There's also a fair amount of infrastructure that the project has to maintain on its own in addition to the usual ASF Jenkins builds. Since Bigtop must have access to a diverse set of Linux distributions and configurations for builds and testing, we maintain our own Jenkins server in the Amazon's EC2 cloud (graciously sponsored by Cloudera). Our continuous integration builds on that server make deploying the nightly snapshot of a bleeding edge Bigtop distribution a simple matter of choosing the right repo file (for example,Fedora16, SLES, Lucid, and others) and following simple instructions a few simple steps. And the best part is that all of these repos are continuously validated by our package tests and deployed using our puppet code, making Bigtop constantly eat its own dog food.
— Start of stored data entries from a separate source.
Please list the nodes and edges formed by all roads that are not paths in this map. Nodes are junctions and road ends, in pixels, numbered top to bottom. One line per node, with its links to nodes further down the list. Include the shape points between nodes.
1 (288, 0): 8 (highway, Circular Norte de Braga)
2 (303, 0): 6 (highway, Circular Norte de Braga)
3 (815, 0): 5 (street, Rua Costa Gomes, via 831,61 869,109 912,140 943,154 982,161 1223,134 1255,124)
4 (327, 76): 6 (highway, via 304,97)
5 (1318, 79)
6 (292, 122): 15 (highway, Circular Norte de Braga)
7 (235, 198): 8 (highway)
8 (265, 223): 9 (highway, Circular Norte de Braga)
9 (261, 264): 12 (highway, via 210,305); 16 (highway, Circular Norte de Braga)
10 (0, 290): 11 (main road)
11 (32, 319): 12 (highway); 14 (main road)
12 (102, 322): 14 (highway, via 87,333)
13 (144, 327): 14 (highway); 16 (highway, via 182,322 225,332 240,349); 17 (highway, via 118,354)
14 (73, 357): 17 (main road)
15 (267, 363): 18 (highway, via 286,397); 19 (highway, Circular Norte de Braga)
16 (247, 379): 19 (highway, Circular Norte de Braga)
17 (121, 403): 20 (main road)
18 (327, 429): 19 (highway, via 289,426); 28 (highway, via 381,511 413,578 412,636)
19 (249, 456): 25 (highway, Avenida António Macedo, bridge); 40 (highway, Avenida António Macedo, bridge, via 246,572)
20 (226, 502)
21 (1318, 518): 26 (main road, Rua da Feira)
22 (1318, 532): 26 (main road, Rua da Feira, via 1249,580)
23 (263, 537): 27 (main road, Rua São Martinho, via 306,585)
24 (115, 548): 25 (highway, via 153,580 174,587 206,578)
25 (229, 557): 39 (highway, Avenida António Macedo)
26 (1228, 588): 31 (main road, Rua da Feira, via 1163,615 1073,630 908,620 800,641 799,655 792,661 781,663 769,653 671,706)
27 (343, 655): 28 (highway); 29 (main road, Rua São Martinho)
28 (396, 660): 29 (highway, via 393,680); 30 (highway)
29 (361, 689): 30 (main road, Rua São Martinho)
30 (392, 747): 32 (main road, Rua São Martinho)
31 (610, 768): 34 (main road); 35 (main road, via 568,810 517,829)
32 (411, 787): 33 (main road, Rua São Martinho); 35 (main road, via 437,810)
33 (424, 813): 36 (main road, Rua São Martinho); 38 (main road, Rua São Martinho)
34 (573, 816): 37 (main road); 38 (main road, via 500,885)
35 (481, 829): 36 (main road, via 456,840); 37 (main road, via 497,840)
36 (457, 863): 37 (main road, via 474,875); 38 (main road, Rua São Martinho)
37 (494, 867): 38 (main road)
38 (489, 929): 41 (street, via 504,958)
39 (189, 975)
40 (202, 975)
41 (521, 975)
If all of this sounds interesting to you -- get involved and also make sure you browse through our project website. The next release of Bigtop (0.4.0) will be based on the next generation Hadoop (YARN) 2.0, which makes this an exciting time to join the Bigtop project. If you happen to be in San Francisco Bay Area, you can meet Bigtop developers at our bi-weekly study groups and hackathons.

Parting Thoughts

Apache Bigtop (incubating) is still a very young project. We have some ambitious goals in mind, but we can't possibly achieve them without your help. We need your feedback and we need your involvement. There's great inspiration in how the Linux community built projects such as Debian and most recently Yocto. The question is not whether it can be done, but rather whether ASF and big data communities care to have a Hadoop-base big data platform governed by the principles of meritocracy and openness.

In fact, there are great parallels between how the Linux Foundation has championed the Yocto project, and how the Apache Foundation could possibly do the same with Bigtop. At the end of the day, a common platform on which different (sometimes competing!) companies collaborate for the benefit of end users simply makes sense. As Linus would say – this is what world domination is all about.